İşte bu gerçek bir hokkabazlıktır. Pannekoek, belgin devrim sorununu koyuyordu. Yazısının başlığı ve aktarılan parçalar bunu açıkça gösterir. Kautsky, "muhalefet" sorununa sıçrayarak, devrimci bakış açısını yerine, oportünist bakış açısını koymaktan başka bir şey yapmaz. Usyürütmesi şöyle özetlenebilir: şimdi, muhalefet; iktidarın elde edilmesinden sonra, bir çare düşünülecek. Devrim yokoluyor! Oportünistlerin istediği şeyin ta kendisidir bu.
Sözkonusu olan şey, ne muhalefet, ne de genel olarak siyasal savaşımdır; sözkonusu olan şey, düpedüz devrimdir.
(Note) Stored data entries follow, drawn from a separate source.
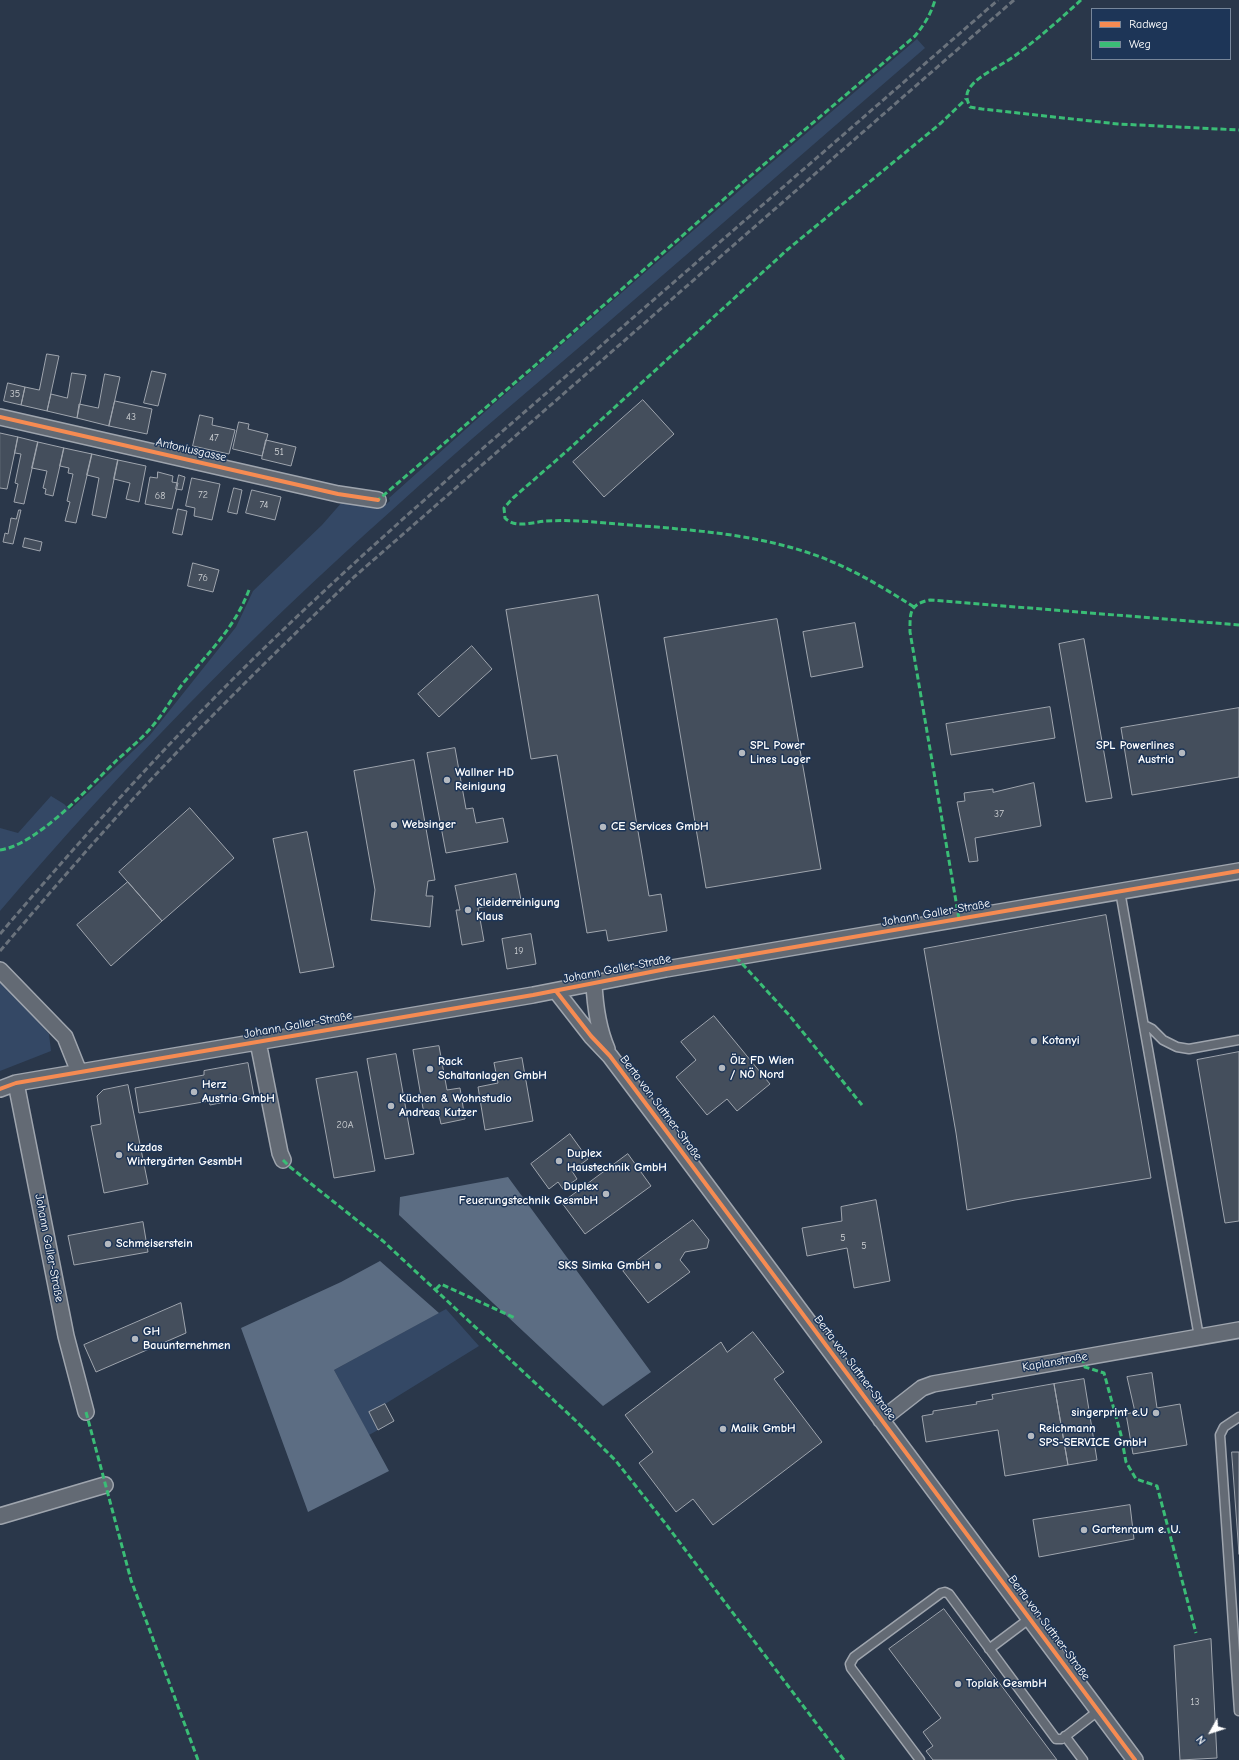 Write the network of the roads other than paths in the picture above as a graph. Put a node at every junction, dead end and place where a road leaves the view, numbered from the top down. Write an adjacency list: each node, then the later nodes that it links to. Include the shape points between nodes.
1 (0, 417): 2 (street, Antoniusgasse, via 338,494)
2 (378, 500)
3 (1239, 871): 4 (street, Johann Galler-Straße)
4 (1120, 891): 6 (street, Johann Galler-Straße); 8 (lane)
5 (0, 970): 12 (street, via 65,1037)
6 (594, 983): 7 (street, Johann Galler-Straße); 11 (street, Berta von Suttner-Straße, via 601,1035)
7 (556, 991): 10 (street, Johann Galler-Straße); 11 (street, Berta von Suttner-Straße)
8 (1144, 1025): 9 (lane, via 1163,1040 1177,1047 1189,1049); 17 (lane)
9 (1239, 1040)
10 (258, 1042): 12 (street, Johann Galler-Straße); 15 (street, Johann Galler-Straße)
11 (610, 1056): 20 (street, Berta von Suttner-Straße)
12 (79, 1072): 13 (street, Johann Galler-Straße)
13 (16, 1083): 14 (street, Johann Galler-Straße); 18 (street, Johann Galler-Straße, via 66,1336)
14 (0, 1089)
15 (283, 1160)
16 (1239, 1330): 17 (street, Kaplanstraße)
17 (1199, 1337): 20 (street, Kaplanstraße, via 933,1384 922,1388)
18 (86, 1412)
19 (1239, 1417): 26 (lane, via 1224,1427 1220,1435)
20 (881, 1420): 23 (street, Berta von Suttner-Straße)
21 (105, 1485): 22 (street)
22 (0, 1516)
23 (1029, 1619): 24 (lane); 25 (street, Berta von Suttner-Straße)
24 (989, 1649): 27 (lane, via 1056,1739); 28 (lane, via 945,1592 940,1593 853,1658 851,1668)
25 (1098, 1711): 27 (lane); 30 (street, Berta von Suttner-Straße)
26 (1239, 1711)
27 (1065, 1736): 29 (lane)
28 (920, 1760)
29 (1083, 1760)
30 (1135, 1760)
Devrim de şuna dayanır: Proletarya, "yönetim aygıtı"nı ve tüm devlet aygıtını yıkar ve onun yerine silahlı işçiler tarafından oluşturulan bir yenisini koyar. Kautsky, "bakanlıklar" için "boş inana dayalı bir saygı" gösteriyor; ama işçi ve asker temsilcilerinin egemen ve son derece güçlü Sovyetleri yanında ve bu Sovyetlere bağlı [sayfa 151] uzmanlardan kurulu komisyonlar, neden bu bakanlıklar yerine geçmesinler?
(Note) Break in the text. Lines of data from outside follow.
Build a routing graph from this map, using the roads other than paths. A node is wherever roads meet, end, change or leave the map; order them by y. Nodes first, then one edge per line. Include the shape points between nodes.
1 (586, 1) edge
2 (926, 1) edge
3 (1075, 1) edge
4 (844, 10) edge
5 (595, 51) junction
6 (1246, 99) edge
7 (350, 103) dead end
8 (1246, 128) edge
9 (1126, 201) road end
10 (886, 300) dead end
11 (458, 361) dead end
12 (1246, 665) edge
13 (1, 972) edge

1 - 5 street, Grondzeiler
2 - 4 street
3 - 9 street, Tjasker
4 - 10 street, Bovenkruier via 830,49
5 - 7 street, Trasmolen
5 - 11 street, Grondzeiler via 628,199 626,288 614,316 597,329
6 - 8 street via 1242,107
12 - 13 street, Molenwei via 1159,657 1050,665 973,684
Önemli olan, "bakanlıklar"ın kalıp kalmıyacağını, ya da bunların "uzman komisyonları", ya da başka örgütlerle değiştirilip değiştirilmeyeceğini bilmek degildir; bunun hiçbir önemi yoktur. Önemli olan, (binlerce bağla burjuvaziye bağlı ve tamamen görenek ve tutuculuk etkisinde bulunan) eski devlet makinesinin korunup korunmayacağı, ya da yıkılıp bir yenisiyle değiştirilip değiştirilmeyeceğidir. Devrim, yeni sınıfın eski devlet makinesi yardımıyla buyurup yönetmesine değil, ama eski devlet makinesini parçaladıktan sonra, yeni bir makine yardımıyla buyurup yönetmesine yolaçmalıdır: Kautsky'nin elçabukluğuna getirdiği, ya da hiç anlamadığı şey, işte marksizmin bu temel düşünüdür.
Memurlara ilişkin sorusu açıkça gösterir ki, Kautsky ne Komün'den çıkan dersleri anlamıştır ne de Marks'ın ögretisini. "...Biz ne parti, ne de sendikalar örgütünde memurlardan vazgeçebiliriz..."
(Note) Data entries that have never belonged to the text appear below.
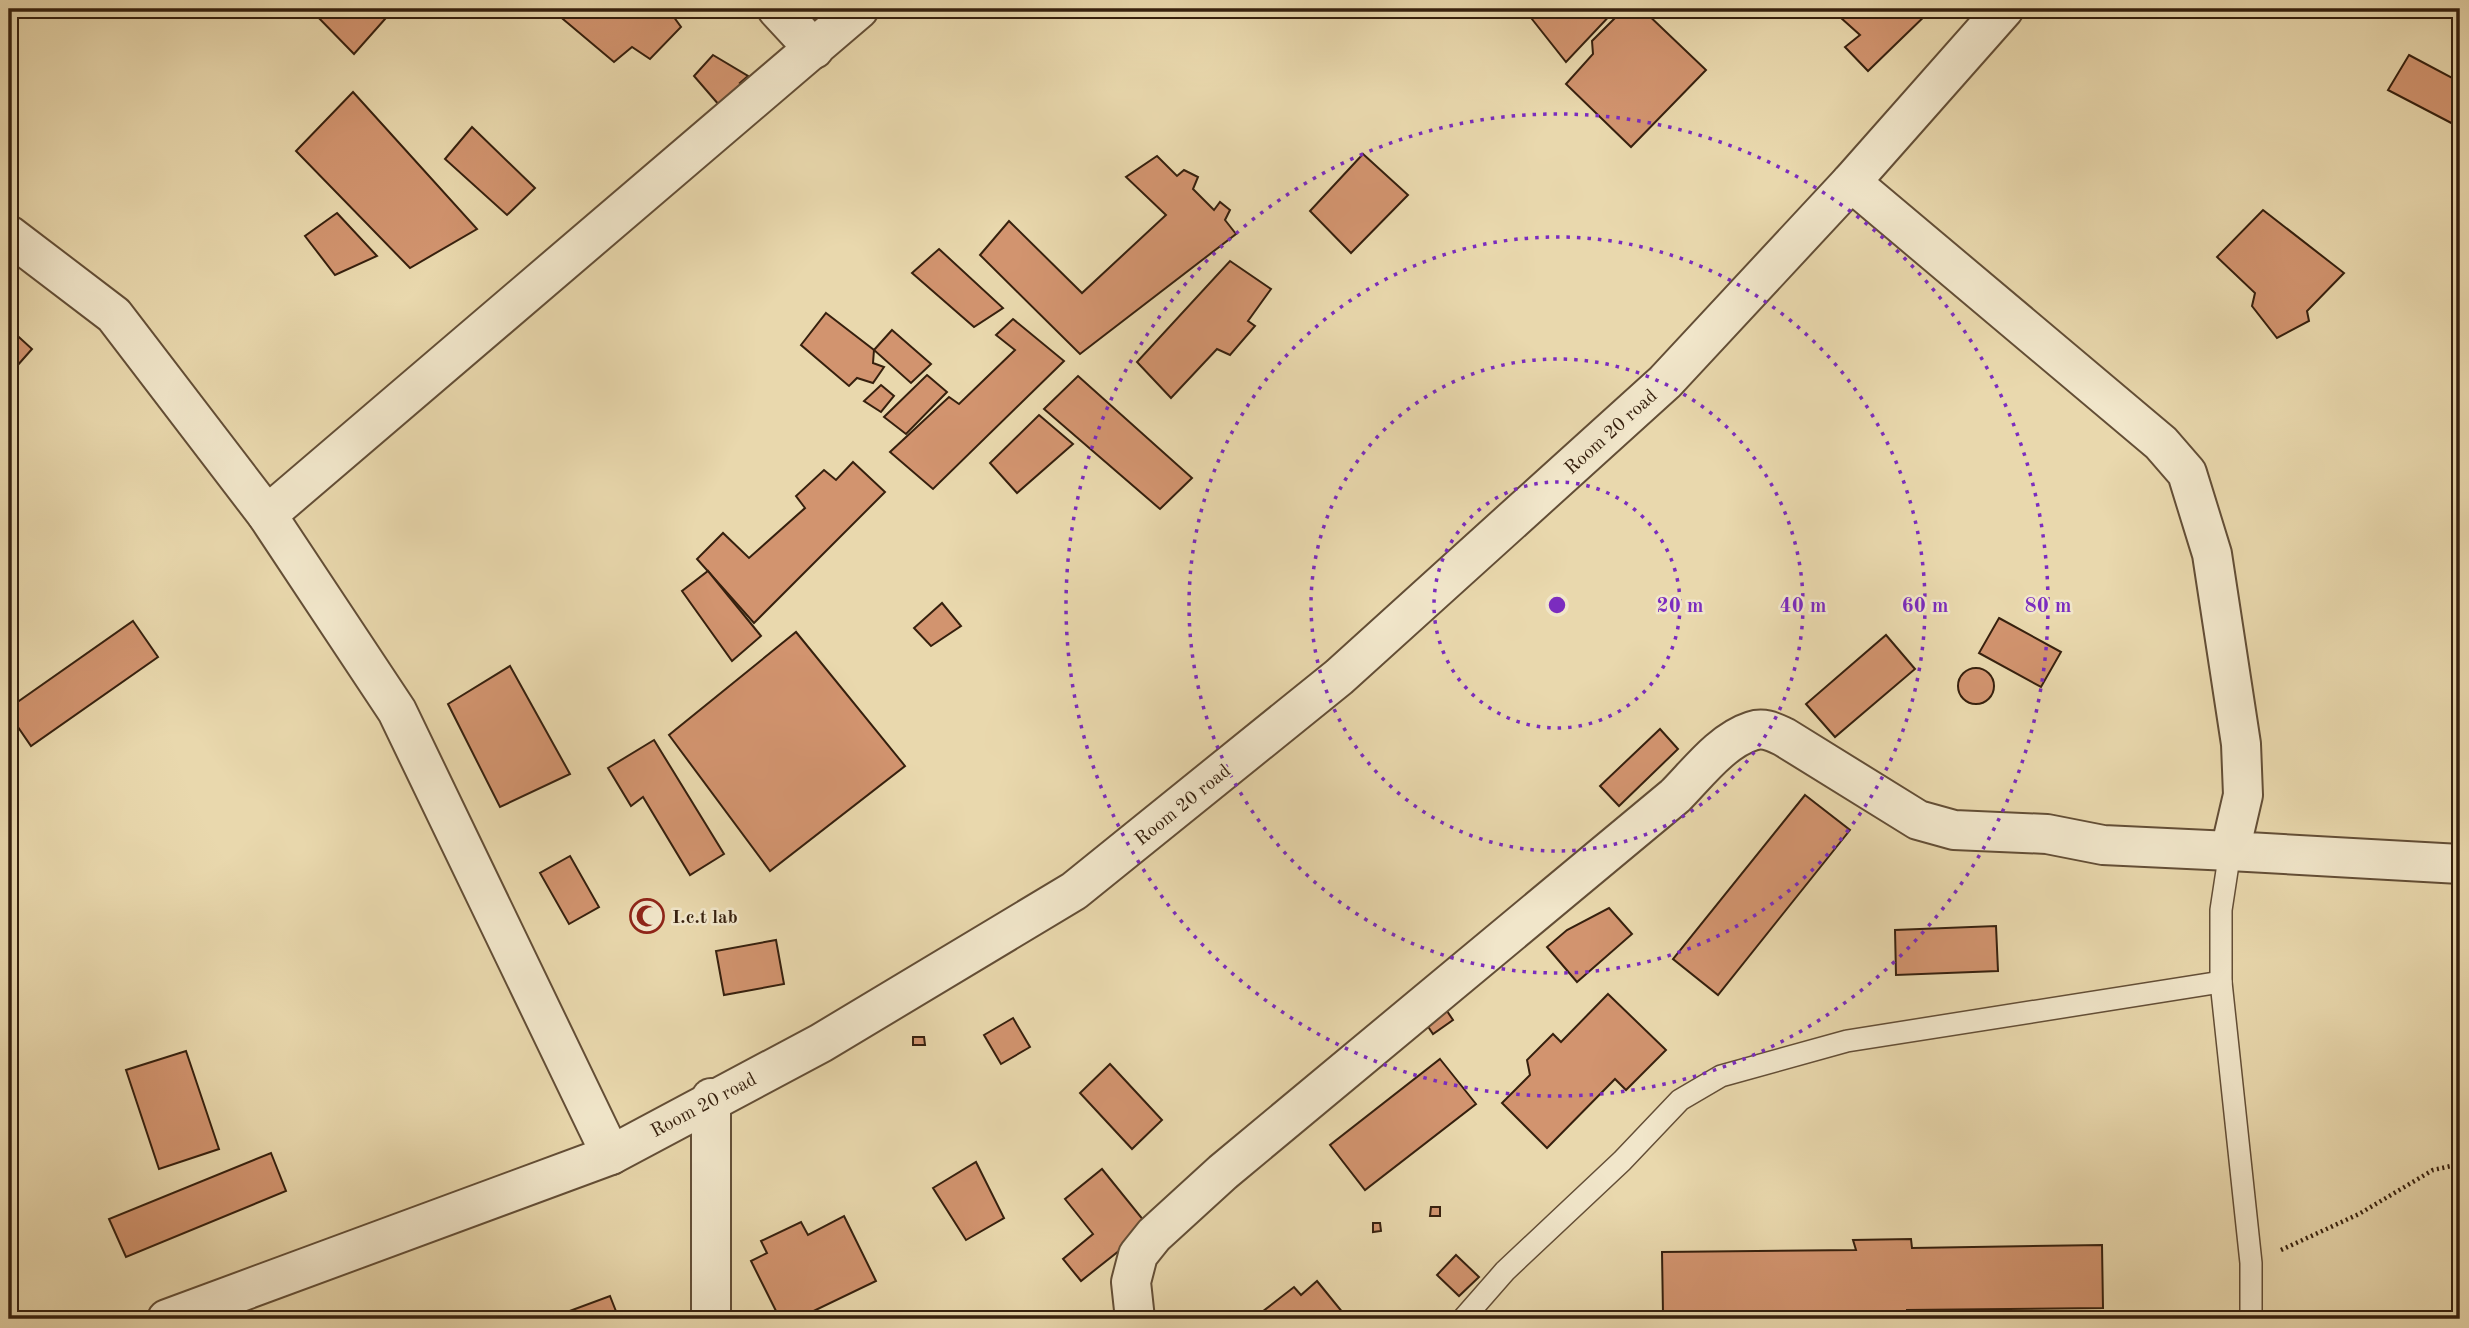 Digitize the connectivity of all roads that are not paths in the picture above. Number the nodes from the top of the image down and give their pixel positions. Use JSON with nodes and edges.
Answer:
{"nodes":[{"id":1,"x":778,"y":9,"type":"edge"},
{"id":2,"x":859,"y":9,"type":"edge"},
{"id":3,"x":2004,"y":9,"type":"edge"},
{"id":4,"x":814,"y":49,"type":"junction"},
{"id":5,"x":1851,"y":182,"type":"junction"},
{"id":6,"x":9,"y":235,"type":"edge"},
{"id":7,"x":267,"y":515,"type":"junction"},
{"id":8,"x":2230,"y":851,"type":"junction"},
{"id":9,"x":2460,"y":864,"type":"edge"},
{"id":10,"x":2221,"y":982,"type":"junction"},
{"id":11,"x":711,"y":1098,"type":"junction"},
{"id":12,"x":611,"y":1154,"type":"junction"},
{"id":13,"x":167,"y":1319,"type":"edge"},
{"id":14,"x":711,"y":1319,"type":"edge"},
{"id":15,"x":1135,"y":1319,"type":"edge"},
{"id":16,"x":1463,"y":1319,"type":"edge"},
{"id":17,"x":2251,"y":1319,"type":"edge"}],
"edges":[{"from":1,"to":4,"type":"street"},
{"from":2,"to":4,"type":"street"},
{"from":3,"to":5,"type":"street","name":"Room 20 road"},
{"from":4,"to":7,"type":"street"},
{"from":5,"to":8,"type":"street"},
{"from":5,"to":11,"type":"street","name":"Room 20 road"},
{"from":6,"to":7,"type":"street"},
{"from":7,"to":12,"type":"street"},
{"from":8,"to":9,"type":"street"},
{"from":8,"to":10,"type":"lane"},
{"from":8,"to":15,"type":"street"},
{"from":10,"to":16,"type":"lane"},
{"from":10,"to":17,"type":"lane"},
{"from":11,"to":12,"type":"street","name":"Room 20 road"},
{"from":11,"to":14,"type":"street"},
{"from":12,"to":13,"type":"street","name":"Room 20 road"}]}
Biz, kapitalist rejimde, burjuvazinin egemenliği altında, memurlardan vazgeçemeyiz. Proletarya, kapitalizm tarafından ezilmiş, çalışan yığınlar köleleştirilmiştir. Kapitalist rejimde demokrasi, yığınların ücretli köleliği, yoksulluk ve sefaletinin yarattığı bu çevre içinde daralmış, sıkışmış, budanmış ve sakatlanmıştır. İşte bu nedenle, ama yalnızca bu nedenle, bizim siyasal ve sendikal örgütlerimizdeki memurlar kapitalist çevre tarafından bozulmuşlardır (ya da daha doğrusu bozulmaya eğilimlidirler) ve bürokratlar durumuna, yani ayrıcalıklı, yığınlardan kopmuş ve onlar üzerinde yer alan kimseler durumuna dönüşme eğilimini gösterirler. [sayfa 152]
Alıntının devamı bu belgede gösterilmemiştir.